**TASK REQUIREMENTS:** For the string "roads", work out how many lines of the data contain it and give that number with nothing added.

**DATA PROVIDED:**

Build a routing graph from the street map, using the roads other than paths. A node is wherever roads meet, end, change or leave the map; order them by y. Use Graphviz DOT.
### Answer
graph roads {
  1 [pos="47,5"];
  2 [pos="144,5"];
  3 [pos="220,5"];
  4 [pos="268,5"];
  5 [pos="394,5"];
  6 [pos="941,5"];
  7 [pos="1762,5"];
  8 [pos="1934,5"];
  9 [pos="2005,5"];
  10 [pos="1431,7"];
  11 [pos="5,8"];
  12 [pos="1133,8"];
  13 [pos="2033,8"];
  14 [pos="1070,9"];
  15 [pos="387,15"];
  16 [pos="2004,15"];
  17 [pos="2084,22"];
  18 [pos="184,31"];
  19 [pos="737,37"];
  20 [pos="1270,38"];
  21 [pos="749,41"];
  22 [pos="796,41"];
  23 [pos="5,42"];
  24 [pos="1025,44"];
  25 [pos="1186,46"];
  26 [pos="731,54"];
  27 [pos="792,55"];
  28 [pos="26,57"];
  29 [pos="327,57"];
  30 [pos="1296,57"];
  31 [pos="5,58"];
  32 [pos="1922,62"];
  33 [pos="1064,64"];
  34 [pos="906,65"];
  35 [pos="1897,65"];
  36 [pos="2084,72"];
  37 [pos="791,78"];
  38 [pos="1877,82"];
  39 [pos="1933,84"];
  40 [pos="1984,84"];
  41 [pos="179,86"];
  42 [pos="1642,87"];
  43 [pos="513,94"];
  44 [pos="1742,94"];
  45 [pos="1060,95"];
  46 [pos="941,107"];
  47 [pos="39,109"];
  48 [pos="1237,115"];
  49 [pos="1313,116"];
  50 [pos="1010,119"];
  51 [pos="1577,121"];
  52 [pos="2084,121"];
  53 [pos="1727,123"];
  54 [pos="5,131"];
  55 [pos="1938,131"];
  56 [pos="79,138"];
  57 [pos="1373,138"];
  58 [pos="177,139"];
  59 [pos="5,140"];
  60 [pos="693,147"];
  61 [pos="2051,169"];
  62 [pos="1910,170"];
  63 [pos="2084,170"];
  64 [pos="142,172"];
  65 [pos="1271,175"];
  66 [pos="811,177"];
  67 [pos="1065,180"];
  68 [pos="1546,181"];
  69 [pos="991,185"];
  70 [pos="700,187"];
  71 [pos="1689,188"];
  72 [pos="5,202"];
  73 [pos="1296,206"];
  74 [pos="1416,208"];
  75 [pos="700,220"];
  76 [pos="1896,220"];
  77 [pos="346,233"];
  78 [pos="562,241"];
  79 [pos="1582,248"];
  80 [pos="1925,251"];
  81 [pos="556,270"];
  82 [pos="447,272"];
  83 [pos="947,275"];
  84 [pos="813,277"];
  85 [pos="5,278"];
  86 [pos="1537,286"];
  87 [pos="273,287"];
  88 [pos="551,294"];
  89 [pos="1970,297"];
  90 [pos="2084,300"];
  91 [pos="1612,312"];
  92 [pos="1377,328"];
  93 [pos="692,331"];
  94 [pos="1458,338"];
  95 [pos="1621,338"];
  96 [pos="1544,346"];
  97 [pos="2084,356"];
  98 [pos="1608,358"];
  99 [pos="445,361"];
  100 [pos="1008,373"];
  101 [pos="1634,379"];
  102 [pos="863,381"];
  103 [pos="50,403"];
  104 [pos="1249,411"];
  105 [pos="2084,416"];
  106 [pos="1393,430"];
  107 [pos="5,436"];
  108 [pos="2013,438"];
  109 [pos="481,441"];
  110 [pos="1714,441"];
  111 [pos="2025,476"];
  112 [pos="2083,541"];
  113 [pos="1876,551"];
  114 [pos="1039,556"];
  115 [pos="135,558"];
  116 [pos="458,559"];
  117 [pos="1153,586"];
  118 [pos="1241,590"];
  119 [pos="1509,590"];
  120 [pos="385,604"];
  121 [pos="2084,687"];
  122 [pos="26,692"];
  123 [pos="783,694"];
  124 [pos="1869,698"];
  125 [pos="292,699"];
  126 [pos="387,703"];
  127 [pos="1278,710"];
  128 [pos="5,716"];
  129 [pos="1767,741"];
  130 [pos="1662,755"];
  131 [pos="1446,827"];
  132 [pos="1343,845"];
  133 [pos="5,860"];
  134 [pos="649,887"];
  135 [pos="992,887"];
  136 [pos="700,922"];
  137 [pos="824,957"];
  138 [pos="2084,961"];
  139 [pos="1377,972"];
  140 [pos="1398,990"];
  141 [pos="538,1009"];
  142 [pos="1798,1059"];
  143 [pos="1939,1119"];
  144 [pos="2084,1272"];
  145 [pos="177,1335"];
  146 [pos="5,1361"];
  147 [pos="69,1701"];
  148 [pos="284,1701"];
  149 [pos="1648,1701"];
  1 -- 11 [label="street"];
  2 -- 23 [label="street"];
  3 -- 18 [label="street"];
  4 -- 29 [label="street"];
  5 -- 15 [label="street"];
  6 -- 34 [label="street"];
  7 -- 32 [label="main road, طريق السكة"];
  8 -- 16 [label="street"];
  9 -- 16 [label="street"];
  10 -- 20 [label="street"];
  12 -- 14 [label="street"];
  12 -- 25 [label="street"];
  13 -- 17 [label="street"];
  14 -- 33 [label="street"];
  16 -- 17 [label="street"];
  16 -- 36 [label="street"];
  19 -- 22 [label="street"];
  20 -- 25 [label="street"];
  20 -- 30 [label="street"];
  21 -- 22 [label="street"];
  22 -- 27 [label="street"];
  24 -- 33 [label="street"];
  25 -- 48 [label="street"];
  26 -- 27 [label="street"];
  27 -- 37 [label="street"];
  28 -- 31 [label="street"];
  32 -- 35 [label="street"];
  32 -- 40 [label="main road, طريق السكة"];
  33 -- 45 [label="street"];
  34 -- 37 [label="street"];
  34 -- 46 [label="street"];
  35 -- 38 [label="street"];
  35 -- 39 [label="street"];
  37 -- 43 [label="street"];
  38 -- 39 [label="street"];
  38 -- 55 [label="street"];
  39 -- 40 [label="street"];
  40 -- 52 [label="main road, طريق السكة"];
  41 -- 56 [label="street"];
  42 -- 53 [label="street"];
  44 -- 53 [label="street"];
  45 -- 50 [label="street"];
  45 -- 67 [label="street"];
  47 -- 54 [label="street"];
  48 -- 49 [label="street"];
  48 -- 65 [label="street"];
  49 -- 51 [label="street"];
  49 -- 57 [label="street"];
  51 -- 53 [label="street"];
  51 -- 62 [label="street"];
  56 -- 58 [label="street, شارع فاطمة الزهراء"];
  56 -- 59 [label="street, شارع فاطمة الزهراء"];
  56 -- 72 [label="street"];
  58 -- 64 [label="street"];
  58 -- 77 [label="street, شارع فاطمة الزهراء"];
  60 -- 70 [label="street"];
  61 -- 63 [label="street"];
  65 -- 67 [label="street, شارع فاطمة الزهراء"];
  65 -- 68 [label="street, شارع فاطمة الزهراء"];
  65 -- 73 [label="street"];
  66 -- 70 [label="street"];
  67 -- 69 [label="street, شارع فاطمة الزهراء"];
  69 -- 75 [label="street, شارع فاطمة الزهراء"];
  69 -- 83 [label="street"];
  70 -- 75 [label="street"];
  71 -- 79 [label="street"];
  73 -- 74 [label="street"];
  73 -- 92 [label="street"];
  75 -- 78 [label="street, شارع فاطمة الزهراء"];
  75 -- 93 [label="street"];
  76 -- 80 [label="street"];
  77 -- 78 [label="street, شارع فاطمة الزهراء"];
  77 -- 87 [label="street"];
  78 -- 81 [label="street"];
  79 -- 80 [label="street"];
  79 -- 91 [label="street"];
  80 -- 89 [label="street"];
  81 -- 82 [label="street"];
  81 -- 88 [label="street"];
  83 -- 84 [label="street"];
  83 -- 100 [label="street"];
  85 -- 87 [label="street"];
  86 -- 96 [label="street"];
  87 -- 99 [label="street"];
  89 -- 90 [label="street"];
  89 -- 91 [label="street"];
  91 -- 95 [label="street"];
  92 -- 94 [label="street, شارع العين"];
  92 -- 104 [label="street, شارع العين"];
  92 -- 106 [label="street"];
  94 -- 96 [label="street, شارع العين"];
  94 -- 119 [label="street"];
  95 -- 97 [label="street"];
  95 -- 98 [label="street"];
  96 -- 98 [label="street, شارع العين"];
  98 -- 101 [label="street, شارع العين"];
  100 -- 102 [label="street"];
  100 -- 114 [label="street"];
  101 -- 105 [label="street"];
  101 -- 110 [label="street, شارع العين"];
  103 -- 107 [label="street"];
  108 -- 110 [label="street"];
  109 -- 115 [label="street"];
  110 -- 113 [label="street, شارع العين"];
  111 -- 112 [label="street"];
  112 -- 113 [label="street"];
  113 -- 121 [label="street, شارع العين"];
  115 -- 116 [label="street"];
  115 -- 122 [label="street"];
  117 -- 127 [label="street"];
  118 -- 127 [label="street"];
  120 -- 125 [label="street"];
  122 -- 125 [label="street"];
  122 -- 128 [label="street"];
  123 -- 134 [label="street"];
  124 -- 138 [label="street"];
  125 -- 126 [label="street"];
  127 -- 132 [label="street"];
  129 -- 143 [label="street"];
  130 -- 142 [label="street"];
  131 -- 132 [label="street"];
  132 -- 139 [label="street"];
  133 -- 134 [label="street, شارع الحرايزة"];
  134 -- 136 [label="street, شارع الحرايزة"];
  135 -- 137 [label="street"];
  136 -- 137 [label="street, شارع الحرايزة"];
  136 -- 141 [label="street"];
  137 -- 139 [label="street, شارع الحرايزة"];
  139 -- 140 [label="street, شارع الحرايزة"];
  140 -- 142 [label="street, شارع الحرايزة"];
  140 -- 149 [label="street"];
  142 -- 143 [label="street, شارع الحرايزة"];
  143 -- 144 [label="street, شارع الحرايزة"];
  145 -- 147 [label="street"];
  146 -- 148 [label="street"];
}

**EXPECTED ANSWER:** 2